**** RECORDS PROVIDED ****

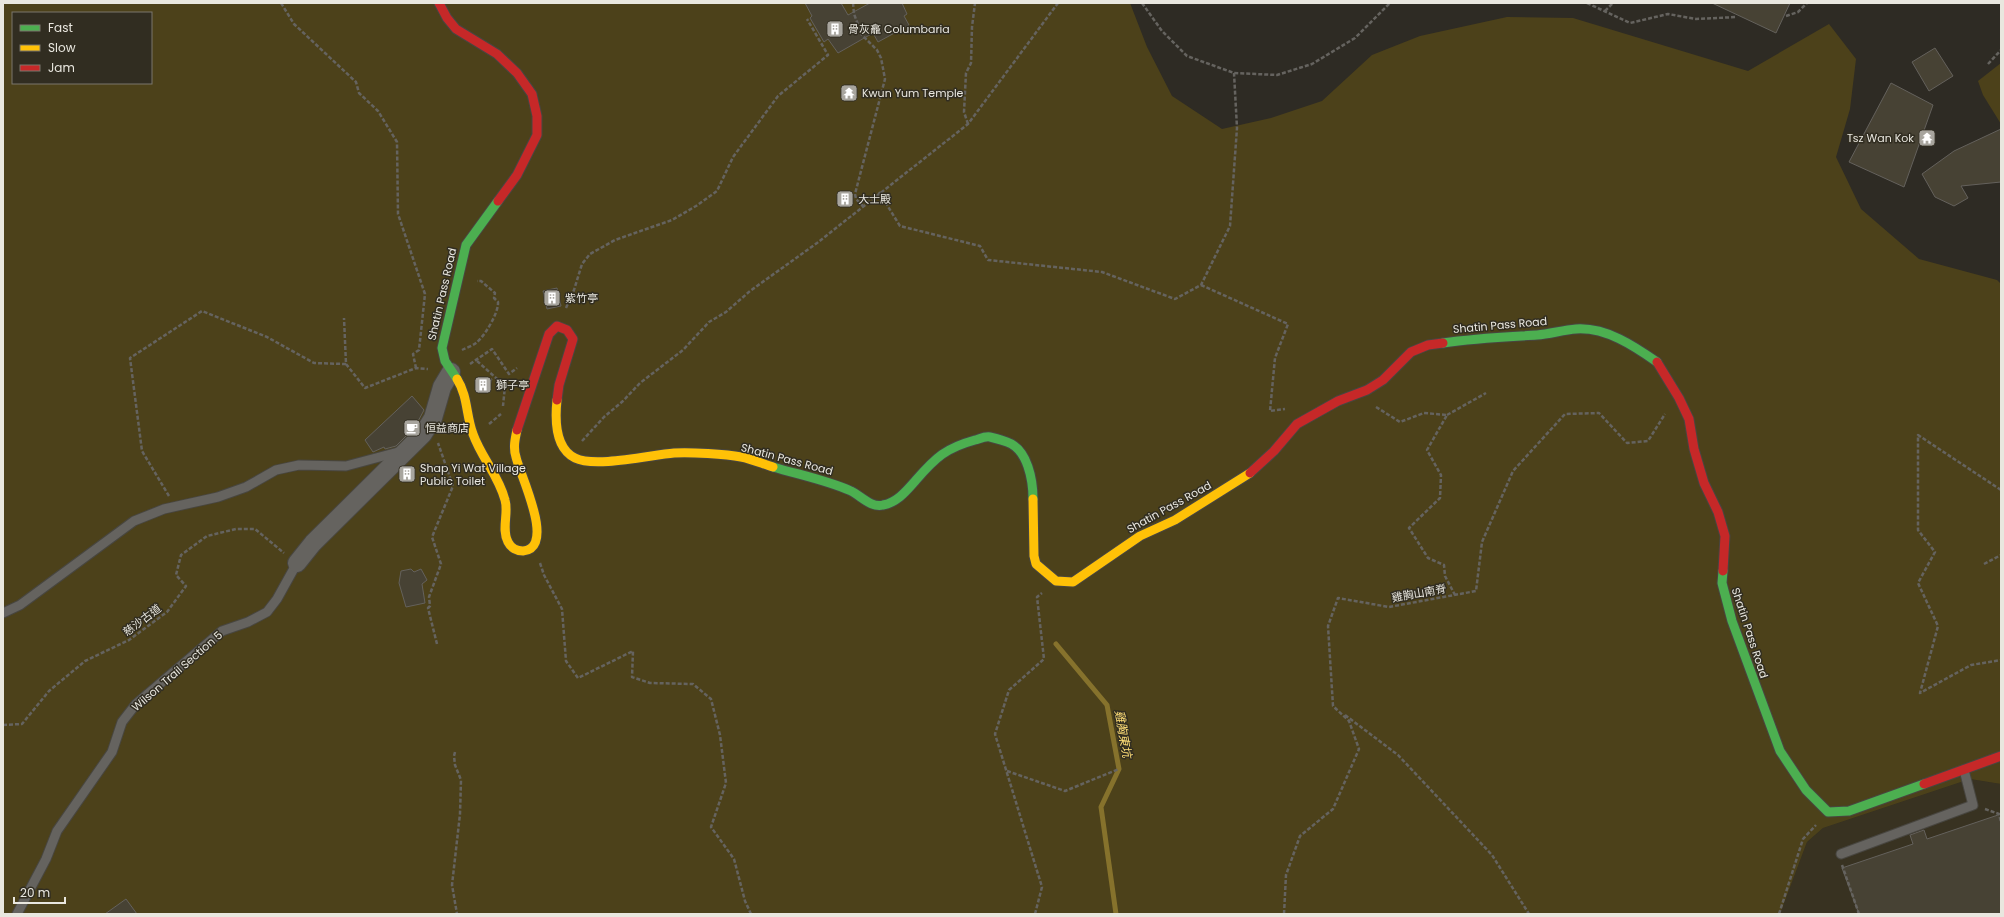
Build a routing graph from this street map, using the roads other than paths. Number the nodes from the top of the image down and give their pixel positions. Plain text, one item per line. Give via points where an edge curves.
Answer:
1 (440, 3) edge
2 (458, 369) junction
3 (407, 450) junction
4 (297, 564) joint
5 (3, 613) edge
6 (2001, 756) edge
7 (1964, 770) junction
8 (1841, 854) road end
9 (17, 914) edge

1 - 2 street, Shatin Pass Road via 456,29 497,54 517,73 532,94 537,116 537,135 517,175 466,245 442,348 445,363
2 - 3 street, Wilson Trail Section 5 via 442,387 423,434
2 - 7 street, Shatin Pass Road via 472,433 497,478 506,505 506,535 509,544 519,550 529,550 538,535 532,502 514,447 546,342 557,326 565,327 571,332 573,339 559,385 555,416 559,439 569,454 585,461 676,453 741,457 818,478 853,492 866,502 882,506 903,495 931,463 954,446 988,436 1010,443 1027,462 1033,491 1036,564 1056,582 1073,582 1140,536 1175,520 1247,476 1297,424 1383,380 1411,352 1428,345 1480,337 1578,329 1599,332 1629,343 1659,364 1689,419 1704,484 1718,512 1725,536 1722,583 1732,621 1780,751 1806,790 1828,812 1849,811
3 - 4 street, Wilson Trail Section 5 via 313,544
3 - 5 lane via 346,466 299,465 276,470 246,487 218,497 164,509 134,521 20,605
4 - 9 lane, Wilson Trail Section 5 via 267,612 222,631 136,704 122,722 112,752 57,831
6 - 7 street
7 - 8 lane via 1973,805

****

The records above should be duplicated exactly, with none of their pictures kept.

Build a routing graph from this street map, using the roads other than paths. Number the nodes from the top of the image down and give their pixel positions. Plain text, one item per line. Give via points where an edge curves.
Answer:
1 (440, 3) edge
2 (458, 369) junction
3 (407, 450) junction
4 (297, 564) joint
5 (3, 613) edge
6 (2001, 756) edge
7 (1964, 770) junction
8 (1841, 854) road end
9 (17, 914) edge

1 - 2 street, Shatin Pass Road via 456,29 497,54 517,73 532,94 537,116 537,135 517,175 466,245 442,348 445,363
2 - 3 street, Wilson Trail Section 5 via 442,387 423,434
2 - 7 street, Shatin Pass Road via 472,433 497,478 506,505 506,535 509,544 519,550 529,550 538,535 532,502 514,447 546,342 557,326 565,327 571,332 573,339 559,385 555,416 559,439 569,454 585,461 676,453 741,457 818,478 853,492 866,502 882,506 903,495 931,463 954,446 988,436 1010,443 1027,462 1033,491 1036,564 1056,582 1073,582 1140,536 1175,520 1247,476 1297,424 1383,380 1411,352 1428,345 1480,337 1578,329 1599,332 1629,343 1659,364 1689,419 1704,484 1718,512 1725,536 1722,583 1732,621 1780,751 1806,790 1828,812 1849,811
3 - 4 street, Wilson Trail Section 5 via 313,544
3 - 5 lane via 346,466 299,465 276,470 246,487 218,497 164,509 134,521 20,605
4 - 9 lane, Wilson Trail Section 5 via 267,612 222,631 136,704 122,722 112,752 57,831
6 - 7 street
7 - 8 lane via 1973,805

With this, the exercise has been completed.